- [EXERCISE GOAL]:
Only the records, exactly as written, belong in the answer; pictures do not.

- [MATERIAL FOR THIS EXERCISE]:
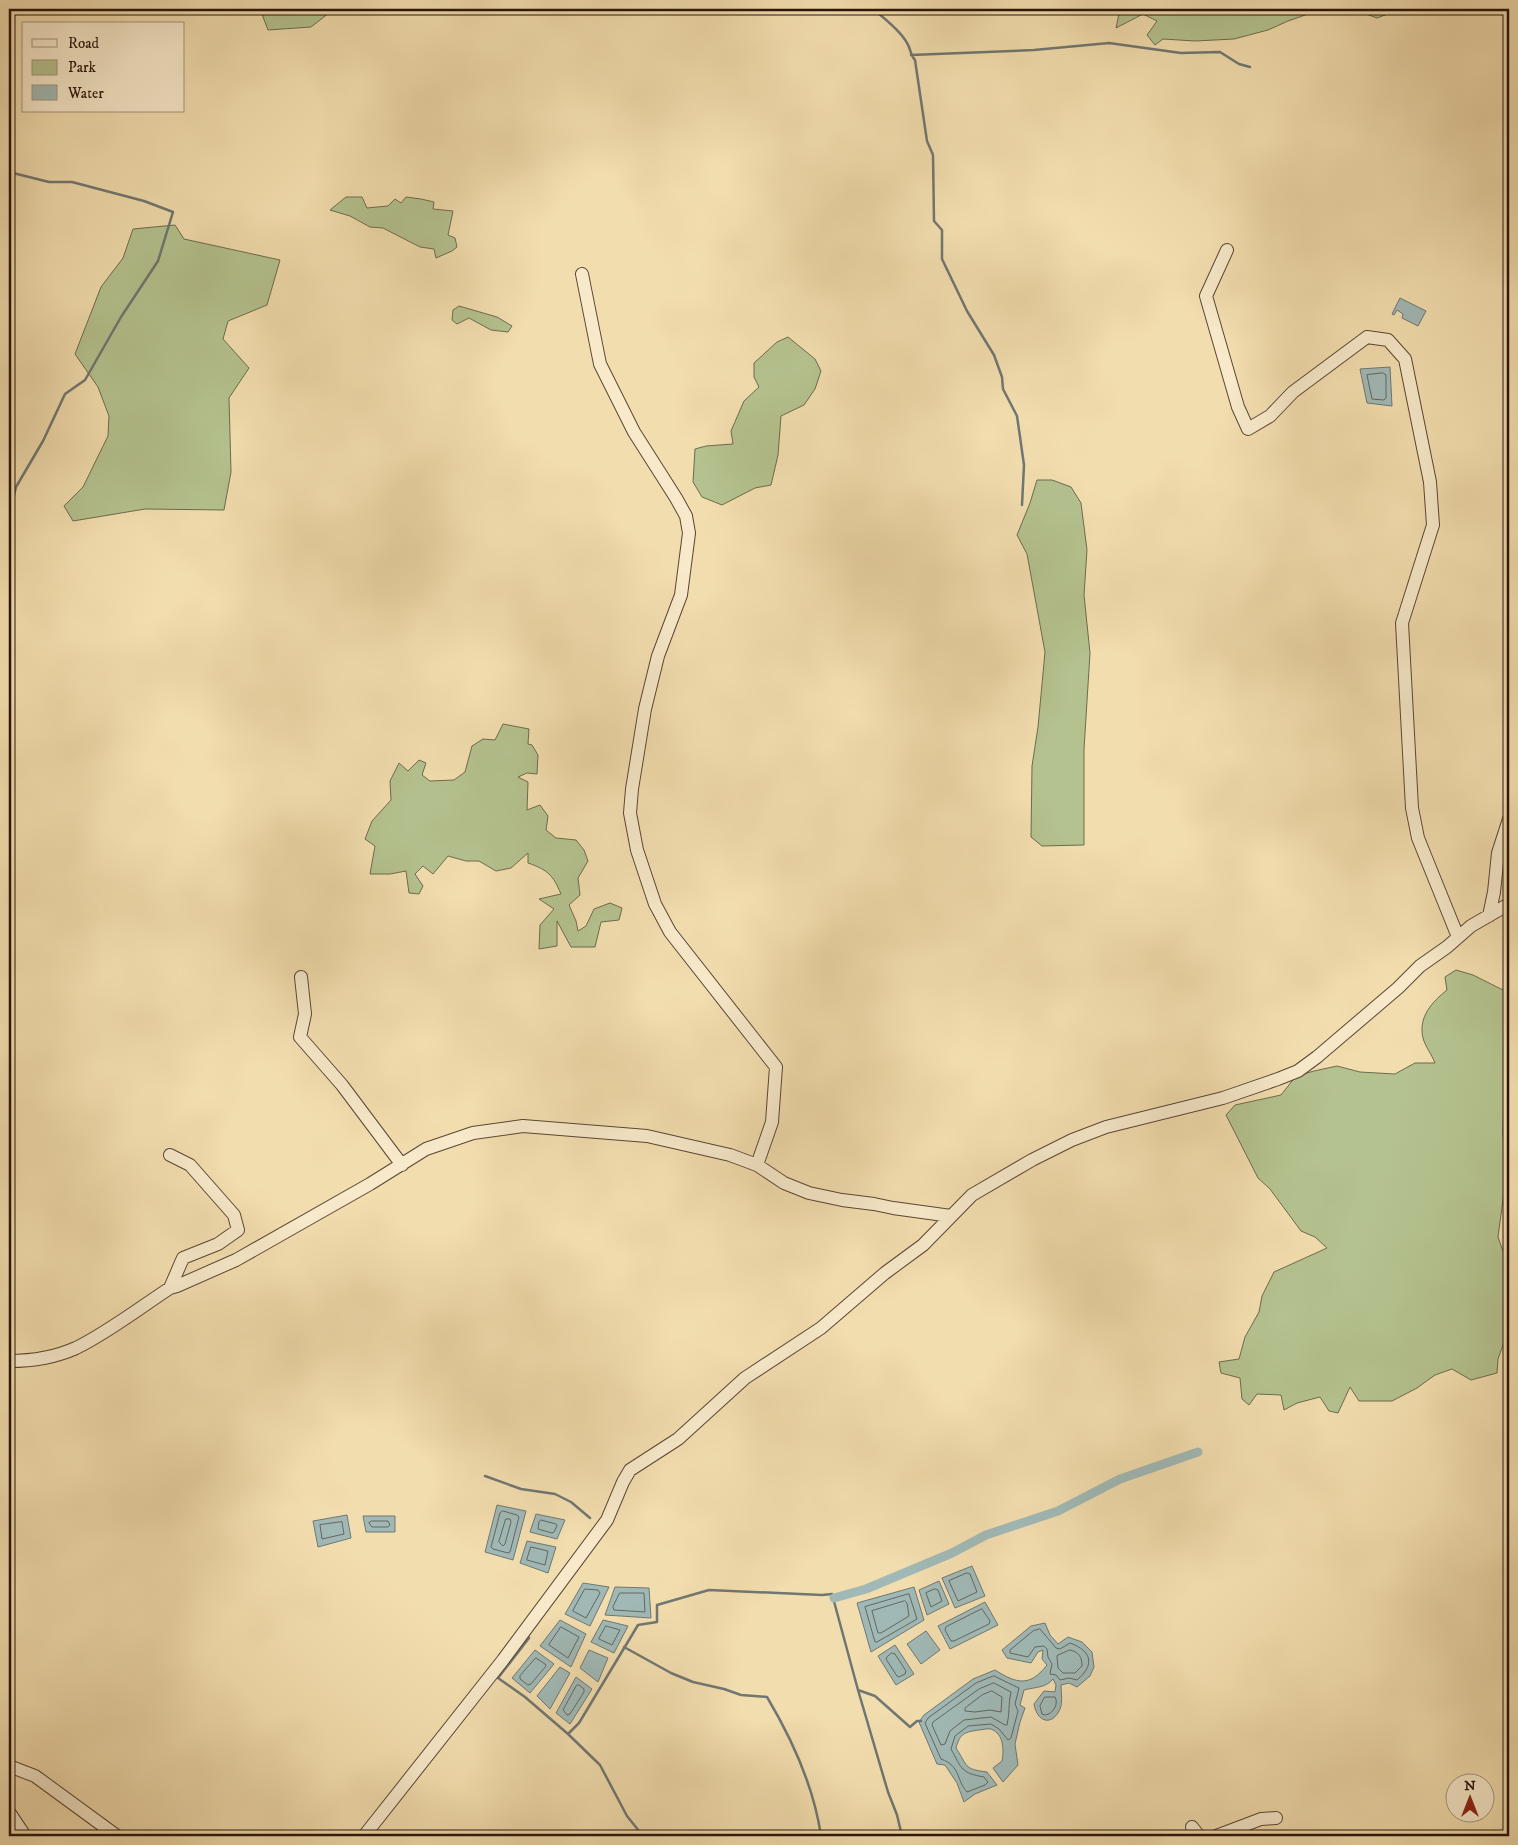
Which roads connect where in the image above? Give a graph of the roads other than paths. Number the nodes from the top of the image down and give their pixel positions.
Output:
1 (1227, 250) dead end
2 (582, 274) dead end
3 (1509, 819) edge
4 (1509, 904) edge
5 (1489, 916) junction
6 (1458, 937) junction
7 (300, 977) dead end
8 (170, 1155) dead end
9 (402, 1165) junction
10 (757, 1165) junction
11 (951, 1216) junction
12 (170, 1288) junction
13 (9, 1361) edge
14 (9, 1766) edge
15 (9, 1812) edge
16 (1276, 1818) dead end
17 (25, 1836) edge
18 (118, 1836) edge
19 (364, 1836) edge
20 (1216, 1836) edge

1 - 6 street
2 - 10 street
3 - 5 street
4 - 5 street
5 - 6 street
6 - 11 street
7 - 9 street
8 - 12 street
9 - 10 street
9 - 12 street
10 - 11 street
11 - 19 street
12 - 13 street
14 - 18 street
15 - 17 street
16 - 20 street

- [WORKED SOLUTION]:
Which roads connect where in the image above? Give a graph of the roads other than paths. Number the nodes from the top of the image down and give their pixel positions.
Output:
1 (1227, 250) dead end
2 (582, 274) dead end
3 (1509, 819) edge
4 (1509, 904) edge
5 (1489, 916) junction
6 (1458, 937) junction
7 (300, 977) dead end
8 (170, 1155) dead end
9 (402, 1165) junction
10 (757, 1165) junction
11 (951, 1216) junction
12 (170, 1288) junction
13 (9, 1361) edge
14 (9, 1766) edge
15 (9, 1812) edge
16 (1276, 1818) dead end
17 (25, 1836) edge
18 (118, 1836) edge
19 (364, 1836) edge
20 (1216, 1836) edge

1 - 6 street
2 - 10 street
3 - 5 street
4 - 5 street
5 - 6 street
6 - 11 street
7 - 9 street
8 - 12 street
9 - 10 street
9 - 12 street
10 - 11 street
11 - 19 street
12 - 13 street
14 - 18 street
15 - 17 street
16 - 20 street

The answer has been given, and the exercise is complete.